Vector landclass data -> landclass raster conversion: smaller landclass blobs look better with transitions enabled, but small and contrasting blobs may highlight the pixelation without transitions.

Object placement based on masks

v1, 21 Nov 2021.

WS2 scheme

  • Objects like trees or farm buildings were placed based on object placement masks (textures) - in WS2. Different texture channels were for different trees or scenery objects, and also controlled rotation of objects.
  • Each landclass blob had it's own set of ground texture coordinates that started from 0. These coordinates restarted after each landclass blob, so they didn't extend too far and cause precision issues.
  • C++ placement code looked at the ground texture coordinates, and the object maps, and then placed objects. This allowed things like trees to line up exactly with the agriculture field boundaries.
  • There are texture variants sets - C++ will randomly select different texture sets and their object placement masks.

WS30

  • The texture coordinates are created in a shader. Texture coordinates have to restart often to avoid precision issues.
  • The C++ placement code currently doesn't know the texture coordinates, or any detiling algorithms used for things like agriculture.
  • Texture variant selection is done on the GPU - currently there isn't a mechanism to do it on CPU and tell the GPU e.g. encoding it as a channel in the landclass texture at the cost of increasing occupancy and putting pressure on VRAM (which is the type of thing that is suited for a fake compute shader pass - see the transitions section).

Solution

  • Reproduce the texture coordinates code in C++. Reproduce the texture variant selection code in C++.
  • Reproduce the texture detiling code in C++. Detile the masks with it. The detiling code's noise functions must be such that they produce same results on all CPUs and all GPUs - this may need using texture lookup noise for detiling and texture variant selection.
  • It's easiest to use exactly the same code as glsl for maintenance reasons. C++ headers like glm can recreate glsl structures, operator overloads, and built-ins so glsl code will compile in C++ : https://github.com/g-truc/glm
  • The texture lookup and detiling glsl code can be separated into functions, and put in a shader include file. This file needs to be copied manually everytime it's changed - otherwise building simgear or flightgear becomes dependent on FGData. The file can be included in C++, and the functions called to lookup the object masks correctly - the function interface can stay the same.
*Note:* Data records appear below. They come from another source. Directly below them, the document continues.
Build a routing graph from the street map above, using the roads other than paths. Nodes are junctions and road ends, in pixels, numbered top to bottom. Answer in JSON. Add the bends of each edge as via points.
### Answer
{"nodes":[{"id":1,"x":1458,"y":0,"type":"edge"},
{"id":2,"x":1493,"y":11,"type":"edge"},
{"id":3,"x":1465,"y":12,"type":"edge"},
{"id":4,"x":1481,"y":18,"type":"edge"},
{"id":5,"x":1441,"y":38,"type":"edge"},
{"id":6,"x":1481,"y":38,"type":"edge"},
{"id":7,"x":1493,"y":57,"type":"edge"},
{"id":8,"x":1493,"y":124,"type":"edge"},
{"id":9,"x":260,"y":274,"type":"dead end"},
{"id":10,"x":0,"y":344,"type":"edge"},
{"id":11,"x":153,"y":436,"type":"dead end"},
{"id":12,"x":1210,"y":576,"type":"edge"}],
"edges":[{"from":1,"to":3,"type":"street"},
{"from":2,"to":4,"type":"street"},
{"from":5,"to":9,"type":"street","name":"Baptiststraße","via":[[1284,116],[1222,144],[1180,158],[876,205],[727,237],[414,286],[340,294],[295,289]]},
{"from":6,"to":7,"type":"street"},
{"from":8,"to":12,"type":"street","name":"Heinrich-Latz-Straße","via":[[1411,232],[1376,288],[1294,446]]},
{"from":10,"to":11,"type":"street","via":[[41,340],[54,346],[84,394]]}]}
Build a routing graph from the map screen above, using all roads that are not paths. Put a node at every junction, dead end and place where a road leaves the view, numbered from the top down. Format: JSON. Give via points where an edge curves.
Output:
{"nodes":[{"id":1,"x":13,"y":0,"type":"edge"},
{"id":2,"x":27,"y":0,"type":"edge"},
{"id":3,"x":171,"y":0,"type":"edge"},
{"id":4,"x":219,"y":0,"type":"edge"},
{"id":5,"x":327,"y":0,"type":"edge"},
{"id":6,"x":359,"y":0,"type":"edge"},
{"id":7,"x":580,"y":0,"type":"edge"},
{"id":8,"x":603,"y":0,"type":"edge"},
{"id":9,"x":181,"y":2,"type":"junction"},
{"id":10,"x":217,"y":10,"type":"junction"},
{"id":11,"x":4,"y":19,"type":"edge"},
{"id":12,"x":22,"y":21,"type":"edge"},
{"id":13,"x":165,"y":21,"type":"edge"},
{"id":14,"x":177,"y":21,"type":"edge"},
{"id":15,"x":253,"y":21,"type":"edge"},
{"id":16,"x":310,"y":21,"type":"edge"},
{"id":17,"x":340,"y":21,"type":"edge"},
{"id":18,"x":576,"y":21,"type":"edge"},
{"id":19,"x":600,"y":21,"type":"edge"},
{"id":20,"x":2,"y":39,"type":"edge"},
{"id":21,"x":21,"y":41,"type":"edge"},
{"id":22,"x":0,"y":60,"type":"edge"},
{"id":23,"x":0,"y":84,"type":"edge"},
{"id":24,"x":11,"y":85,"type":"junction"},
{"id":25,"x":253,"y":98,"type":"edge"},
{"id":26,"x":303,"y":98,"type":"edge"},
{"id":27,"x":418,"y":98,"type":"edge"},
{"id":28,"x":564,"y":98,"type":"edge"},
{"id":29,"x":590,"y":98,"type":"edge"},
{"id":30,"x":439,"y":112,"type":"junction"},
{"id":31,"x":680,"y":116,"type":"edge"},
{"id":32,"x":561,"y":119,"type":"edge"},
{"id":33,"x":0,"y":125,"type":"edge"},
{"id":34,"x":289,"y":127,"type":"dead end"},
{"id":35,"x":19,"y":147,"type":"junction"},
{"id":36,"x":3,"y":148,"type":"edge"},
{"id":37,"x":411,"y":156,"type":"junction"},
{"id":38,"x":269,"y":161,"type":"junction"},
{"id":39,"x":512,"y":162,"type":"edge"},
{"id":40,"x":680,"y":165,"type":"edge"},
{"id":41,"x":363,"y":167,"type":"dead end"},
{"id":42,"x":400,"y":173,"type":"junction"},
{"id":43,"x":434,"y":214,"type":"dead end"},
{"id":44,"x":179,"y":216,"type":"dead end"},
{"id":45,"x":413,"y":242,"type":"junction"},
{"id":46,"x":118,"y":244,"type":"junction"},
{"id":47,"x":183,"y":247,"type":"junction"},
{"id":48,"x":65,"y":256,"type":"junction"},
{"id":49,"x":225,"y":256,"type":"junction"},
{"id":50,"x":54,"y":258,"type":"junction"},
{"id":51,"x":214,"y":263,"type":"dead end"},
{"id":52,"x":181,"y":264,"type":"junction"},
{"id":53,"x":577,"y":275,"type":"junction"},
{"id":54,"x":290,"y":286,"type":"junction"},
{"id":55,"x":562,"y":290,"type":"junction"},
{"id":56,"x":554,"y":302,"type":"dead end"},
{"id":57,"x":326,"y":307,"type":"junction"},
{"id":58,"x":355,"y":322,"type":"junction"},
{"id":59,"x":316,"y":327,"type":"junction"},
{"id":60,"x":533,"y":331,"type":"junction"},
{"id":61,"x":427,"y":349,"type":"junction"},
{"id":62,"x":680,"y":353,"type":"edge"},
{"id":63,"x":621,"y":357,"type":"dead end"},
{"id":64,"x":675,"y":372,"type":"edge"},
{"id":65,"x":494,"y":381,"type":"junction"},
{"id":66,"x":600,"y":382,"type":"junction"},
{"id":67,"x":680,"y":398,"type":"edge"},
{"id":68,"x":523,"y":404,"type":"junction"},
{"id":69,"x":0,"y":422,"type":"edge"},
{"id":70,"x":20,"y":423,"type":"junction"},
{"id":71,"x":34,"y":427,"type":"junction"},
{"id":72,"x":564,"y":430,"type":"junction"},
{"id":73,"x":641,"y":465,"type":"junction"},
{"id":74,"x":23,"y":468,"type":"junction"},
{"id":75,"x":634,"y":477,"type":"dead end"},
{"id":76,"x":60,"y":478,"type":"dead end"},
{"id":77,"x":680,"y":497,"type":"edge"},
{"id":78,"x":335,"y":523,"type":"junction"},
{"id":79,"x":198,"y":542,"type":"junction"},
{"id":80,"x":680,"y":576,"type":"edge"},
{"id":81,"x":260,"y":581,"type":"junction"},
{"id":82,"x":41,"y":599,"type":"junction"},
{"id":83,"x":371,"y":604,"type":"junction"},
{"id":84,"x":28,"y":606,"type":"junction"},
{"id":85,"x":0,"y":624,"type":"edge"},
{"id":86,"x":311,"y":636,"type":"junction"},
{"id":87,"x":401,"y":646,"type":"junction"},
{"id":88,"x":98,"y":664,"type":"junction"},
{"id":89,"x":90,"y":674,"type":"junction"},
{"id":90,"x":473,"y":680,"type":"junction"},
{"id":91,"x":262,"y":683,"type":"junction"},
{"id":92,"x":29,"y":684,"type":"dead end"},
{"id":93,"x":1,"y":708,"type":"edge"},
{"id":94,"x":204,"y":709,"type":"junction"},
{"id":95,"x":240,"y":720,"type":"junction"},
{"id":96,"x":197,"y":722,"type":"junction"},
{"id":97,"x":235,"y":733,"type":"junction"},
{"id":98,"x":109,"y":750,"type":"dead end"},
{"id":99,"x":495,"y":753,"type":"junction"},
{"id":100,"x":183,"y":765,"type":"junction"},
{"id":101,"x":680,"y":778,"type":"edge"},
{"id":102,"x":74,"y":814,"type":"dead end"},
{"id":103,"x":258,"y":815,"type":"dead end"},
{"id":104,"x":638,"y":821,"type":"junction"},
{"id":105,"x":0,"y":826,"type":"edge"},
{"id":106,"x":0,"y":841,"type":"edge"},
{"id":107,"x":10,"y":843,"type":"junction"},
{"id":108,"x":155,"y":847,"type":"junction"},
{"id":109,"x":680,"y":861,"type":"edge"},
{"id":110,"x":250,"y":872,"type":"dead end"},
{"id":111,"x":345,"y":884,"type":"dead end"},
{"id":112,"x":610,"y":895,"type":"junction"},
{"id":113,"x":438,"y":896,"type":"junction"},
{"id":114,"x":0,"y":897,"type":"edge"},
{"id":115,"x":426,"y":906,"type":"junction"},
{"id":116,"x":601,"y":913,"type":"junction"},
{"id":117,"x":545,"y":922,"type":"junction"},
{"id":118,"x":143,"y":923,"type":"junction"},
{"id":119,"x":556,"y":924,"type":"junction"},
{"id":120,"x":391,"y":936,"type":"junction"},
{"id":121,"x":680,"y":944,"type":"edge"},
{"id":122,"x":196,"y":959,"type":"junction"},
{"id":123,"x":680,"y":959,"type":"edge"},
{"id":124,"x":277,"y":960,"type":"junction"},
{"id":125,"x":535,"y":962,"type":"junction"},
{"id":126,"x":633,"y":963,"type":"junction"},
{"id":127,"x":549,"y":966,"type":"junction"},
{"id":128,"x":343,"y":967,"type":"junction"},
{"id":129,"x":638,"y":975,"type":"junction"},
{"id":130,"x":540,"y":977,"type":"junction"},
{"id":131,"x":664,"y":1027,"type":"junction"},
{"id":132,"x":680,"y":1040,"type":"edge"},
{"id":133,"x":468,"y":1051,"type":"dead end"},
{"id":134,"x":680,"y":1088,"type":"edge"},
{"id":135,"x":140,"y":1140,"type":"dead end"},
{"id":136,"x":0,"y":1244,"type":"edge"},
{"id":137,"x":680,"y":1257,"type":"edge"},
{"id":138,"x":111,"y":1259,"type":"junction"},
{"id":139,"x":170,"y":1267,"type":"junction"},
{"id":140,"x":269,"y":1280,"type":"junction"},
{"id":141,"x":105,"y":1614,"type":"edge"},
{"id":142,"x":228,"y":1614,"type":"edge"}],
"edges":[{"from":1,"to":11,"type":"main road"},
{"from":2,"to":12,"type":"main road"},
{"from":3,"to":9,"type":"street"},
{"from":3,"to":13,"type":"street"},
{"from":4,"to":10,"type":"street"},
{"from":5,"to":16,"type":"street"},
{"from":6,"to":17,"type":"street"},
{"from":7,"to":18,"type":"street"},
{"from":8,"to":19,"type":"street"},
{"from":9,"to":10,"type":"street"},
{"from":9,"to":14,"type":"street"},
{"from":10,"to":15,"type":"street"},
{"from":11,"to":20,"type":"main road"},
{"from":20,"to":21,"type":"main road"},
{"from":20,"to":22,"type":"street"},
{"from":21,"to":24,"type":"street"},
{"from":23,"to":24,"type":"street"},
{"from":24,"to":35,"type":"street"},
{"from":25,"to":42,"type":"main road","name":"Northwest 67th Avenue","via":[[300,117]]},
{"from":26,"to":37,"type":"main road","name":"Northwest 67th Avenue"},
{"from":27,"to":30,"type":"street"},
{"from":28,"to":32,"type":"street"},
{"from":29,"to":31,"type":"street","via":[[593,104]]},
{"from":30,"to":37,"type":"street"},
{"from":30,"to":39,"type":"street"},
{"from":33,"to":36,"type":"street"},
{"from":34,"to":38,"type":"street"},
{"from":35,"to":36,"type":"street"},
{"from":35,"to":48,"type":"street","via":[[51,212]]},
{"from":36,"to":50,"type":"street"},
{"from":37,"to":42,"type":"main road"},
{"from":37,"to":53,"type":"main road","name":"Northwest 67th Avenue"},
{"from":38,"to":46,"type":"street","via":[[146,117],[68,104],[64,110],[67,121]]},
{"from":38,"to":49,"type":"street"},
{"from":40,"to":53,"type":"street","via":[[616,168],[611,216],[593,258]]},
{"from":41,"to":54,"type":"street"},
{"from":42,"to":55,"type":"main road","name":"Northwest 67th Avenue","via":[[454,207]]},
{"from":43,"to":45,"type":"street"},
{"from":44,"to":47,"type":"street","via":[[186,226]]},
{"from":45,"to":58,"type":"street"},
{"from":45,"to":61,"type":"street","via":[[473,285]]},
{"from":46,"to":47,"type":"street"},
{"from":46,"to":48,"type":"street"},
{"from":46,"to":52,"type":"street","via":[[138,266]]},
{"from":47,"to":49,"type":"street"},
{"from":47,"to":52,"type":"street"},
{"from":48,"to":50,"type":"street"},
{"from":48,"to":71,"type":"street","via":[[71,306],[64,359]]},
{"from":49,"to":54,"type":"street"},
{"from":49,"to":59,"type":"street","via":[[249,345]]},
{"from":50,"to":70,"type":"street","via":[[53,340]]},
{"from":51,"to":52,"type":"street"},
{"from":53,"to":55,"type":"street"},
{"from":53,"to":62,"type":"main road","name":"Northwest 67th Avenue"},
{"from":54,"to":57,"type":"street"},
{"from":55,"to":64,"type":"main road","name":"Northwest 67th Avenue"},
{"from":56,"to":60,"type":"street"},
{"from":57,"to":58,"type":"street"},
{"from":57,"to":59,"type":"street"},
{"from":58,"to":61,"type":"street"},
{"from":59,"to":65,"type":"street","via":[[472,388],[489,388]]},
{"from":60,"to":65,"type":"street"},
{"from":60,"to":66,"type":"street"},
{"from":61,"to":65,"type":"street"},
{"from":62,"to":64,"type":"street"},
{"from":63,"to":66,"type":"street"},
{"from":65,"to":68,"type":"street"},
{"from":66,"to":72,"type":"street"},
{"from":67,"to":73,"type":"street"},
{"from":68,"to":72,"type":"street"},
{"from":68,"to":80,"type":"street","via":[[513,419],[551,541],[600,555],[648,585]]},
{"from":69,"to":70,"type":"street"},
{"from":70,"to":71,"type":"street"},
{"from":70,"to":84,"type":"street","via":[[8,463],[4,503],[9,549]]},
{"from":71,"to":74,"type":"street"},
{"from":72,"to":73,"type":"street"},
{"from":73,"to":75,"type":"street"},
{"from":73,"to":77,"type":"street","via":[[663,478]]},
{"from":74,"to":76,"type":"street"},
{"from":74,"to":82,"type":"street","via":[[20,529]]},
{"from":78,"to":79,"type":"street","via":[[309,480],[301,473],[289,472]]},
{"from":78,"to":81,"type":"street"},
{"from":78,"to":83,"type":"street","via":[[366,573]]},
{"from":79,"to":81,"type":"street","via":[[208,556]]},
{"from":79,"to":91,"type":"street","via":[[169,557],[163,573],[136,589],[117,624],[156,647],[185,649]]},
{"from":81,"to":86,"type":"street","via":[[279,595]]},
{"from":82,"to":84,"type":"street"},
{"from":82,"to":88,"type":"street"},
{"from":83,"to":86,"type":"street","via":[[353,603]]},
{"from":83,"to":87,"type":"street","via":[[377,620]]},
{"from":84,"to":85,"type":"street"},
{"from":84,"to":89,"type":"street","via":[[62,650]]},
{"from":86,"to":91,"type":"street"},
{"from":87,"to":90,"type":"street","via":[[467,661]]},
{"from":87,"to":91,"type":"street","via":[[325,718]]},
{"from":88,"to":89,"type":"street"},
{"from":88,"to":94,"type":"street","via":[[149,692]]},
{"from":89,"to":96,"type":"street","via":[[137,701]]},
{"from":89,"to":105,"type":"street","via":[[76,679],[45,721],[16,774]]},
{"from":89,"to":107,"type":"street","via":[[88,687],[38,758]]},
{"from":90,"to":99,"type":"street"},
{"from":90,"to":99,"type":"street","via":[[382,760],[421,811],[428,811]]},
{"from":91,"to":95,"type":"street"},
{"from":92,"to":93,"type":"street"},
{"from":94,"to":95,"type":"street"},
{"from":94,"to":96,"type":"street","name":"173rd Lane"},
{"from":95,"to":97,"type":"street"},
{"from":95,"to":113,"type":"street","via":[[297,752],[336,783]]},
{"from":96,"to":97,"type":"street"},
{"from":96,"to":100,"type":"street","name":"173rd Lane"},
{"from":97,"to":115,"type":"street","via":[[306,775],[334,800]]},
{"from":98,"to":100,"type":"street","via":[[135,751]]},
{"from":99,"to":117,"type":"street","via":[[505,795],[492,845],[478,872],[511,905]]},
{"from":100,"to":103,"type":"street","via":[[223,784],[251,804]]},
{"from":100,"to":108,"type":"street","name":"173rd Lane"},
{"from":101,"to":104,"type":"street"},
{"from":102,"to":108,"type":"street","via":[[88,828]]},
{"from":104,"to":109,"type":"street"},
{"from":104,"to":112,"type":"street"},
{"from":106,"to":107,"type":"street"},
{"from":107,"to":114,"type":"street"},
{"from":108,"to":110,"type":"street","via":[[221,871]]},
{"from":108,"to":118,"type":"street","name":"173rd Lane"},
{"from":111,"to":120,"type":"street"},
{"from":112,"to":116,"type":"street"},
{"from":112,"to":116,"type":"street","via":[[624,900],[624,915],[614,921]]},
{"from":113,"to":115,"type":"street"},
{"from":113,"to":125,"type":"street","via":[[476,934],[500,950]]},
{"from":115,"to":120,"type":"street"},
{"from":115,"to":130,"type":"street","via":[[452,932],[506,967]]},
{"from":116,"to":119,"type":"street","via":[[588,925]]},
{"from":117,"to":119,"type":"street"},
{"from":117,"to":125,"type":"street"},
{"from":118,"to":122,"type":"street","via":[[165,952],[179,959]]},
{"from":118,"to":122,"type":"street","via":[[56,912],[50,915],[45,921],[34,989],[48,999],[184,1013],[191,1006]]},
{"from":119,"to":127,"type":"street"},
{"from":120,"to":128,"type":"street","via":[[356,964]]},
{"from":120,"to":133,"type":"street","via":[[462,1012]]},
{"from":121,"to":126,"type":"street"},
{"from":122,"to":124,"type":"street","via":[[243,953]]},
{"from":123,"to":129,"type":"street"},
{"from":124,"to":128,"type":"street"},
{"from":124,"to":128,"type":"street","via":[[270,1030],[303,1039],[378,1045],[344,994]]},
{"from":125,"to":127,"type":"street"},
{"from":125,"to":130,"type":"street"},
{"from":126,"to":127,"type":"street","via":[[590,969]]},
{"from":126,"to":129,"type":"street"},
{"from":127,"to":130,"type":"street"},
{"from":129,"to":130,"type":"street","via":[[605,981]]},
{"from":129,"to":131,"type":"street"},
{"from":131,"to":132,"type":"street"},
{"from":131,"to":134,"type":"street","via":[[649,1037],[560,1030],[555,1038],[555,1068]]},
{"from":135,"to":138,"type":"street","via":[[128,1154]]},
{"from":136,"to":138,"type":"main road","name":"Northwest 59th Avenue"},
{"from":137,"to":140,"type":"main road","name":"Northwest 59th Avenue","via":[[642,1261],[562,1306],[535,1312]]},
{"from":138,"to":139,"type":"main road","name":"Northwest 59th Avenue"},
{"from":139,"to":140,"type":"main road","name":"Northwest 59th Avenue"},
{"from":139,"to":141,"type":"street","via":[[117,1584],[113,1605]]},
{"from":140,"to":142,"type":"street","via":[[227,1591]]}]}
Scenery size on server and client

v1, 13th Nov 2021.

It's possible to use different filenames to signify different formats for elevation and landclass texture data.

Terrain elevation data in the source DEMs are rounded off to 1m. So having more bits than that is overkill.

Terrain elevation option: 8 bit terrain elevation + offset stored in file name - when the tile elevation difference is less than 255m. If this is done, these tile should also be 8 bit in memory with an offset provided by a uniform - the vertex shader can translate different formats trivially. For tiles with elevations greater then 255m splitting elevation data into 2x2, 3x3 ..4x4 subtiles may work - the file names could indicate subtile format and offsets. Sometimes terrain has a simple underlying slope with small deviations - it's also possible to specify two gradients - elevation (z) = tile offset + dx*x + dy*y + z_8bit(x,y). Offset, dx, and dy can be specified in the filename and the vertex shader can trivially apply this.

Client: higher uncompressed scenery size means people run out of disk space and flush their Terrasync cache more often - this means higher TerraSync bandwidth. These days SSDs mean people's harddrive sizes are smaller than what they would be if the non-SSD technology was dominant. Hybrid SSDs are the solution, but are uncommon.

Client: Non-SSDs can suffer from file fragmentation. IIRC FG can now read Tar files. So it may be simpler to leave the tar files in place for all scenery instead of extracting them.

VRAM occupancy

v2, 9th Dec 2021.

As of early Nov, WS3 takes up more VRAM than WS2.

Vertex data: 16 bit + offset if possible. Rounded off to 1m this allows 65km tile size. A 1x1 degree tile at the equator is ~111km so this is an option for smaller tiles. The mesh points need to be rounded of to 1m, or a fraction of 1m for tiles that are 32km, 16km, or 8km. That may need a VPB change. It may also be possible to round off vertices to 1m at runtime - but it may take slightly more CPU times, unless there's already a algorithm that processes a lot of vertices (e.g. tree or object placement) - in which case it could be added to that. Rounding vertices should not create holes? as the connectivity should be intact.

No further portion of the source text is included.